Nonequity and ‘Super Tier’ Push

The increase in firms moving to two-tiered partnerships, and even adding “super tiers,” has also fed into the dialogue about earnings and other performance expectations for partners, noted Kristin Stark, a law firm consultant and a principal at Fairfax Associates.

Especially as billing rates have escalated to new heights, both equity and nonequity partner performances have risen, she noted. For those nonequity partners, she said, “it begs the question: what size book of business is large enough to merit equity promotion?”
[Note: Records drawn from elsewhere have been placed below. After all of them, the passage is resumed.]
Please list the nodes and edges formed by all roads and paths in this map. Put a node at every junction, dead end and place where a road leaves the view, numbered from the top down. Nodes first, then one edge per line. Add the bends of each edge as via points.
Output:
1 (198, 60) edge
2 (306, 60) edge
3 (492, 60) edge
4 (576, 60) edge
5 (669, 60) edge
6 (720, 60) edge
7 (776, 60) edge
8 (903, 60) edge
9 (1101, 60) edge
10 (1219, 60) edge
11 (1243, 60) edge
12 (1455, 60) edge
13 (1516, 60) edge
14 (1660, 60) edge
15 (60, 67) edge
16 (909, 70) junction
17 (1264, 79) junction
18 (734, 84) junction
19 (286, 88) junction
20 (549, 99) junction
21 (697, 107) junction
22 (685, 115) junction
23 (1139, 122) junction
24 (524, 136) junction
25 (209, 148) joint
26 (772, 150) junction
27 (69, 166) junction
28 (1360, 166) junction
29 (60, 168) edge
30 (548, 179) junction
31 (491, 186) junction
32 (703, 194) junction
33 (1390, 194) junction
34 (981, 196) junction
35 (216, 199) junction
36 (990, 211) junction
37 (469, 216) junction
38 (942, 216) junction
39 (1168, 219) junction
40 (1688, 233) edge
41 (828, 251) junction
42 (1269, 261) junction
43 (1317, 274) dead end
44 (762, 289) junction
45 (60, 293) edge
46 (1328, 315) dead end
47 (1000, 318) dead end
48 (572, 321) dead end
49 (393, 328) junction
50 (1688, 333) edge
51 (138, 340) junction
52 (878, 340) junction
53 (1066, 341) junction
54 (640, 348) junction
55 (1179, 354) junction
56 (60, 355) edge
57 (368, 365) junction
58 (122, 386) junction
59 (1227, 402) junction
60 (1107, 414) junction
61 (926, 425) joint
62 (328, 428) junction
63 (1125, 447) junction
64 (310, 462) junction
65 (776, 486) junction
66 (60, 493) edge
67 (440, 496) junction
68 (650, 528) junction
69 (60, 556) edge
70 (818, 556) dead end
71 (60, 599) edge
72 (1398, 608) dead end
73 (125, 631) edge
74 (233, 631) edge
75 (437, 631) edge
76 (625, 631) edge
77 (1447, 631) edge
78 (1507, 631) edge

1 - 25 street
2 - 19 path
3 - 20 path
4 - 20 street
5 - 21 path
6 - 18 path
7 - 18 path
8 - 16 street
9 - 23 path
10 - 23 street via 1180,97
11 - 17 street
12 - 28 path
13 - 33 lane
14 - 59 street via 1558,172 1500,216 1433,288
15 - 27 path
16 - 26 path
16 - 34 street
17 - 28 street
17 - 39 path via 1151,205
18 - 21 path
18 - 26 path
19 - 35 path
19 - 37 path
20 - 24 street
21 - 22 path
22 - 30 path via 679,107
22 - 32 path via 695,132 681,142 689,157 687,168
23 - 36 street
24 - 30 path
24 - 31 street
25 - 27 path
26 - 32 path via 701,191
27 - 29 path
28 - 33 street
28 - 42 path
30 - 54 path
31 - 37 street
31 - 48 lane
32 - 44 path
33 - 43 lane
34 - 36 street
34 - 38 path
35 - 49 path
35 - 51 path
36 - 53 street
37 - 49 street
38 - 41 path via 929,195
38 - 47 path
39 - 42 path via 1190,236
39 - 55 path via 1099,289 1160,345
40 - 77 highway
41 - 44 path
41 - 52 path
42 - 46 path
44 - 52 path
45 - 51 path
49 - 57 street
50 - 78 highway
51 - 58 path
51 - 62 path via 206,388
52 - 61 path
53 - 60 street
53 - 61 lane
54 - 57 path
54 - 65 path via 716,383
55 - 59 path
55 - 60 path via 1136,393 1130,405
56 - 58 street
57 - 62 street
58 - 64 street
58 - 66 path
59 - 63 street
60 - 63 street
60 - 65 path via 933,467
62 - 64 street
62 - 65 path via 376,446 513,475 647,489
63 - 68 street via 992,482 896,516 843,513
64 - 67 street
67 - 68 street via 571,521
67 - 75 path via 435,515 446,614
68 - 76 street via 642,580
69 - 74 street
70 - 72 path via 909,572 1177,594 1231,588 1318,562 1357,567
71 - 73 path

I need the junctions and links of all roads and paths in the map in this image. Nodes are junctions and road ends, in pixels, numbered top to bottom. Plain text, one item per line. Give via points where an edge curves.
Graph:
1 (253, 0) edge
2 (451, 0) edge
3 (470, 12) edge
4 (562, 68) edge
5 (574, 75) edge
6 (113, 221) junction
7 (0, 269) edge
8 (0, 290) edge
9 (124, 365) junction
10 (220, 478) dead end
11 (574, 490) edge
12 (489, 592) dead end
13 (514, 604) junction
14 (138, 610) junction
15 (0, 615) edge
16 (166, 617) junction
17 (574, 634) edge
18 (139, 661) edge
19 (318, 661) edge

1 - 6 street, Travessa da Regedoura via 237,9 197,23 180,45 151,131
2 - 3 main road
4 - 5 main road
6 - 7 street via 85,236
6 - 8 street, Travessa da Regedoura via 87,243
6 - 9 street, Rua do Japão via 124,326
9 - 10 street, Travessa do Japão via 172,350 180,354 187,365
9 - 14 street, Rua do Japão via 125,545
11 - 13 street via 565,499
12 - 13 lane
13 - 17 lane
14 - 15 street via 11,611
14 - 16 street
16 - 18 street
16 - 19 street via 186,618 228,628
Outperformances like that can also create more of a gap within the equity partnership. Indeed, the spread between the highest and lowest-paid partners in the Am Law 100 increased in 2023, as more firms made “tectonic” changes to their comp systems and pulled a number of levers to get more money to top performers, including increasing bonus pools and moving money from the bottom to the top of the performance ladder.

“In the equity group, you have people with really large books, and some people with more modest books. And when there’s enough with the large books, they start to feel like they’re carrying others on their backs,” Stark said. “And they say, ‘Shouldn’t we establish higher expectations?'”

She said so-called “super points” or “super tiers” — which allow firms to stretch their compensation scales an order of magnitude for the very highest performers, but without locking them in at those levels in perpetuity — are also an outgrowth of this discussion.

“By virtue of a super tier existing, it is raising the bar for everyone, right? Part of that ties to compensation: firms are providing really clear incentives for superior business generation,” Stark said. “So when you set those clear rewards for business generation, more and more people try to meet those rewards, try to achieve it.”